#### [PROBLEM TO SOLVE]
Find every line in the records below that contains "Barbiano", and copy it.

#### [RECORDS FOR PROCESSING]

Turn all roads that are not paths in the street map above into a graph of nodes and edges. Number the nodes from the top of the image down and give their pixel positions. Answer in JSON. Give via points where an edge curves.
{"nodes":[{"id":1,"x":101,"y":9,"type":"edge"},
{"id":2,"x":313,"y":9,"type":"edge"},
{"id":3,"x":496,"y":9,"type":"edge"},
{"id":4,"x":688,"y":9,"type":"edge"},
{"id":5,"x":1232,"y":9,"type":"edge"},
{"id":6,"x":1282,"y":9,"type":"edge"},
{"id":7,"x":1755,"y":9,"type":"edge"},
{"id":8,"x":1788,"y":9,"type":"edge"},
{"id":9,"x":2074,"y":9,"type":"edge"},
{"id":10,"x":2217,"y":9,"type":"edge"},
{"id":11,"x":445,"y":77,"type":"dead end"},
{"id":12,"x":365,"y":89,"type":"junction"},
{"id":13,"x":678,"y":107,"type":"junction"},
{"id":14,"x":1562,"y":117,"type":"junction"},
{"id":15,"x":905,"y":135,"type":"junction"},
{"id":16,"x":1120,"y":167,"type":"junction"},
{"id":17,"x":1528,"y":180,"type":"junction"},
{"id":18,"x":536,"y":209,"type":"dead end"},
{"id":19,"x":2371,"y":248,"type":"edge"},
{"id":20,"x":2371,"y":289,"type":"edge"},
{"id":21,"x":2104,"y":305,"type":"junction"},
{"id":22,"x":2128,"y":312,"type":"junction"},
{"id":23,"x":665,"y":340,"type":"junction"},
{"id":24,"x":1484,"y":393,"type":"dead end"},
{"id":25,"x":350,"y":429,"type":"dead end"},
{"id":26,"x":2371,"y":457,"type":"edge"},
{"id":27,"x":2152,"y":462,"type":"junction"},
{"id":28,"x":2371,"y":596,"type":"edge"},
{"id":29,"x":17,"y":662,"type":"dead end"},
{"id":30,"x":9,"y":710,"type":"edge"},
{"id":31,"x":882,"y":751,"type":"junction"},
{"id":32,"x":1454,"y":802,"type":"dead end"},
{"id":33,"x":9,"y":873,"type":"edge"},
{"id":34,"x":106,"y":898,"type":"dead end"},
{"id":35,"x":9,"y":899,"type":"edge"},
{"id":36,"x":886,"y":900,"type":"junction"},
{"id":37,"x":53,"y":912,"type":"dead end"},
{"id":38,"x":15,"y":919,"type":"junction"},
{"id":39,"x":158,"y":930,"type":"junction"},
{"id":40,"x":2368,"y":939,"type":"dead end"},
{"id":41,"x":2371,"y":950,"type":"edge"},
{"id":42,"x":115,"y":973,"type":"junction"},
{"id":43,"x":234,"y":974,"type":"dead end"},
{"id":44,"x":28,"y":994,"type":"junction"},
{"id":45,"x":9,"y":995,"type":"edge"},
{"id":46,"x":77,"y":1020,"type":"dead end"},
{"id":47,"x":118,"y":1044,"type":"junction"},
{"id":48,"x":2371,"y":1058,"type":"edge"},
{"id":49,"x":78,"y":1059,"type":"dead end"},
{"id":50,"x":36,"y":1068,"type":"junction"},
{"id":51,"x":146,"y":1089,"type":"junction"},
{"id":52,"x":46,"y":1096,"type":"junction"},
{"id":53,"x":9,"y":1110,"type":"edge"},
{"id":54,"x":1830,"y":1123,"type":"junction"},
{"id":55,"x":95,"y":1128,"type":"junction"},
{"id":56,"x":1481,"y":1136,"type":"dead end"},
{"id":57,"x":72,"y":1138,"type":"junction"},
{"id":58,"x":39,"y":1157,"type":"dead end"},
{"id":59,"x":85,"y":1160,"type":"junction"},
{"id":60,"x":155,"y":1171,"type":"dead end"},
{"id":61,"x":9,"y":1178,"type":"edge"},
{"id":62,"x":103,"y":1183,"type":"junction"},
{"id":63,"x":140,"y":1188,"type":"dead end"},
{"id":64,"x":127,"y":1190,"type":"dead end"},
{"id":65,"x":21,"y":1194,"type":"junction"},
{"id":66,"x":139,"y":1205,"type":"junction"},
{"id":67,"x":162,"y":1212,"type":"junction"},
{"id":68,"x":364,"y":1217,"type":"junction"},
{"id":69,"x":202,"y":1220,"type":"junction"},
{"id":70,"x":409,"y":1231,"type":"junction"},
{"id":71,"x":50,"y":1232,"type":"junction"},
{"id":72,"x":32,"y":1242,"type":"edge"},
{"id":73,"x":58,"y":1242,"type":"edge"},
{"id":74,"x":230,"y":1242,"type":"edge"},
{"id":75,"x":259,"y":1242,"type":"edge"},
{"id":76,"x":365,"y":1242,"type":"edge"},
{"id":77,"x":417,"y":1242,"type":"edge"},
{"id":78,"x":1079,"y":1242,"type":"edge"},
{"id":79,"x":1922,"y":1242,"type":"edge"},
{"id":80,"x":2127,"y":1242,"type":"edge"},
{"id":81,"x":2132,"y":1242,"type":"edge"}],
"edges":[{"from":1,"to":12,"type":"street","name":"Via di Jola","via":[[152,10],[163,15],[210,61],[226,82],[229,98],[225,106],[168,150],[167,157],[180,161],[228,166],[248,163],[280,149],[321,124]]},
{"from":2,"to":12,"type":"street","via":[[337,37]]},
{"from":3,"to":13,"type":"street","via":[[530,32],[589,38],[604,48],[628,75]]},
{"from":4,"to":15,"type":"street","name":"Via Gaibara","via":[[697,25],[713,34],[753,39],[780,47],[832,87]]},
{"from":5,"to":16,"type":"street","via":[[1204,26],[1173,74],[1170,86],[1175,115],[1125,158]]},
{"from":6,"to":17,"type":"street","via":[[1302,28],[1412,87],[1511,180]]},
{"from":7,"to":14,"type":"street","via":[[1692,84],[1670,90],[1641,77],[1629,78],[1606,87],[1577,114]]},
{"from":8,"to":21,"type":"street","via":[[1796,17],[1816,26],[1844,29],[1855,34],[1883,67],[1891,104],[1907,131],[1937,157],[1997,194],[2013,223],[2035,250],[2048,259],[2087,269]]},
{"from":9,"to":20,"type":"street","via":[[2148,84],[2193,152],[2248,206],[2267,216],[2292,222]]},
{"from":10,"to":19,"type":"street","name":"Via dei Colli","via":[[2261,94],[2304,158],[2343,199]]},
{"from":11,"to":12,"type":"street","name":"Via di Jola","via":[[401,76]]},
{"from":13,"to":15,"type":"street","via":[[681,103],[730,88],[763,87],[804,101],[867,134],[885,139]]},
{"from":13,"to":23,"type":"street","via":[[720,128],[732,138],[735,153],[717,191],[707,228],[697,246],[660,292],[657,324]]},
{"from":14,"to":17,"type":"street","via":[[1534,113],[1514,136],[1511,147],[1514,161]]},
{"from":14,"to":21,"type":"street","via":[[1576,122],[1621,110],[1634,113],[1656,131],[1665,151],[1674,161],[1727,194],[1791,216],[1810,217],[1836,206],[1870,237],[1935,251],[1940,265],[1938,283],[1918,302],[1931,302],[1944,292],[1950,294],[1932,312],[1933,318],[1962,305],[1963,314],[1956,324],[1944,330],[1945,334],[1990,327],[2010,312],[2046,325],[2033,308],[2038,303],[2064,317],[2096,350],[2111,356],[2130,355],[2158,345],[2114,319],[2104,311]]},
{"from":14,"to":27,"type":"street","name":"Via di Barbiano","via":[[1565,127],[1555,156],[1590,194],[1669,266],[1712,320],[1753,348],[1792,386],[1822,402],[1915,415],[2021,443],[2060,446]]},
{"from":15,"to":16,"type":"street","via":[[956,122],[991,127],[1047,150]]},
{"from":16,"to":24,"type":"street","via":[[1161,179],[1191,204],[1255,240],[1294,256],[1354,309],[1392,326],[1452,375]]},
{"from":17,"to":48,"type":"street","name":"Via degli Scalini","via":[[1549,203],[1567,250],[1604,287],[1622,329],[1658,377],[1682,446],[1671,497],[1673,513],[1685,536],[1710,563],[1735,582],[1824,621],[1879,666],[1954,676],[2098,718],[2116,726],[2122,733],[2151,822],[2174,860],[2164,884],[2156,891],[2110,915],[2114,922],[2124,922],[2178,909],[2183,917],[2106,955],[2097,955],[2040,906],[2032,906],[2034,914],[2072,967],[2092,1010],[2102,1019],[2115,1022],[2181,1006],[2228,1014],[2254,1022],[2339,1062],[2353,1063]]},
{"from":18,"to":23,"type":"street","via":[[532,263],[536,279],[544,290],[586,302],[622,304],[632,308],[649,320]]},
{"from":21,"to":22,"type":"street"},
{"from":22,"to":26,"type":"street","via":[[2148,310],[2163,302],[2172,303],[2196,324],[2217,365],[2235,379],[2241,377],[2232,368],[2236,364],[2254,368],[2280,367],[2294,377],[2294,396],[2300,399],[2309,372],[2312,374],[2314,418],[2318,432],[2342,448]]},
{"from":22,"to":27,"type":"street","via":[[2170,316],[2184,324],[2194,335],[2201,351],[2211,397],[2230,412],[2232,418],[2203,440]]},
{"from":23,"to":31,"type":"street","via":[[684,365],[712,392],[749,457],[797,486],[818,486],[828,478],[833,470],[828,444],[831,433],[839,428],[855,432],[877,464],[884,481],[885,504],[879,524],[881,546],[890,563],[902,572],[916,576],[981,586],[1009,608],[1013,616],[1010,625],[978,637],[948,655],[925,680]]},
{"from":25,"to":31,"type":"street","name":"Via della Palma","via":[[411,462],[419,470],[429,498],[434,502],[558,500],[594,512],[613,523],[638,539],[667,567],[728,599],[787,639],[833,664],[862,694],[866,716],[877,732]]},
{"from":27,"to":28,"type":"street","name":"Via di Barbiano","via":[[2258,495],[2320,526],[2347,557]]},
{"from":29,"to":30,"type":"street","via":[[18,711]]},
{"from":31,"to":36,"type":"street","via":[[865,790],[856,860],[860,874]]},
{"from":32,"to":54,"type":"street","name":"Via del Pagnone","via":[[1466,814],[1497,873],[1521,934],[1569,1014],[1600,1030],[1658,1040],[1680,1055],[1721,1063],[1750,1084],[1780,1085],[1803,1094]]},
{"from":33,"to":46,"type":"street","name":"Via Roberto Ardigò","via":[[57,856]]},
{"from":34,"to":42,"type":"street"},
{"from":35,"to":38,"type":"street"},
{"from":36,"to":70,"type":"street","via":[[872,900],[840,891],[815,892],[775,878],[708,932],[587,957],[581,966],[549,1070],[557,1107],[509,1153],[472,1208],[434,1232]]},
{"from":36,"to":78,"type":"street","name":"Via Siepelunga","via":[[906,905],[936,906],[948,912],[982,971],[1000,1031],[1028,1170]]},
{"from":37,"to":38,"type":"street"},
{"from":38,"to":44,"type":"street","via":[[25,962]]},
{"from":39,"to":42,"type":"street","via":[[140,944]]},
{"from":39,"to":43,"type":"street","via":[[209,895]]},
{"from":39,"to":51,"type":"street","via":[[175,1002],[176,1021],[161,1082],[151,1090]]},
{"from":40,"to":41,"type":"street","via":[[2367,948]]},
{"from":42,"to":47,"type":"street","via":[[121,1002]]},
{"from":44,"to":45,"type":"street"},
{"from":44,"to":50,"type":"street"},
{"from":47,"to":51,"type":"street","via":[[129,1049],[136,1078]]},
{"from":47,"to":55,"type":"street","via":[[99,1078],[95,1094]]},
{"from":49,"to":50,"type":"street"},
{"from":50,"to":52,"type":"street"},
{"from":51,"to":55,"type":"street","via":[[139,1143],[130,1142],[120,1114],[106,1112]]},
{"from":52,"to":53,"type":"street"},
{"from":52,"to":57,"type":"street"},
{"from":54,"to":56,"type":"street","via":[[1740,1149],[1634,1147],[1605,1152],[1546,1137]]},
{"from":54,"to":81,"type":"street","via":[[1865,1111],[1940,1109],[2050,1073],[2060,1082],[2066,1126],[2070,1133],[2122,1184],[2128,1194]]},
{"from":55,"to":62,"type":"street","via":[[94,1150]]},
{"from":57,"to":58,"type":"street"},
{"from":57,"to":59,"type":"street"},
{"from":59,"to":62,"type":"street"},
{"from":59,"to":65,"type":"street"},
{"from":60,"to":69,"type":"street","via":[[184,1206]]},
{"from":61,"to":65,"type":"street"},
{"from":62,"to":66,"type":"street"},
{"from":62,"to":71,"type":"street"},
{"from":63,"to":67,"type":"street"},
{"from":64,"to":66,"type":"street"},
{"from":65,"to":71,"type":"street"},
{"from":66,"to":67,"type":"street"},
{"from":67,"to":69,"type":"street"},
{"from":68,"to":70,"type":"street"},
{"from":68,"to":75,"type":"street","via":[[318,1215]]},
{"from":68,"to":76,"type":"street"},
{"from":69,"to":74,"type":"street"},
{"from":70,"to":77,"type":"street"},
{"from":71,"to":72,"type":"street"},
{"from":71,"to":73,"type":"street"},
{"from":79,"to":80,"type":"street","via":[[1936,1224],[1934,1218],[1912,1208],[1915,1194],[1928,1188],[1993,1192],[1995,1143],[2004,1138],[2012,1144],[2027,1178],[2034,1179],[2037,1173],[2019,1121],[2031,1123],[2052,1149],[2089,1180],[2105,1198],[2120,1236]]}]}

#### [YOUR SOLUTION]
{"from":14,"to":27,"type":"street","name":"Via di Barbiano","via":[[1565,127],[1555,156],[1590,194],[1669,266],[1712,320],[1753,348],[1792,386],[1822,402],[1915,415],[2021,443],[2060,446]]},
{"from":27,"to":28,"type":"street","name":"Via di Barbiano","via":[[2258,495],[2320,526],[2347,557]]},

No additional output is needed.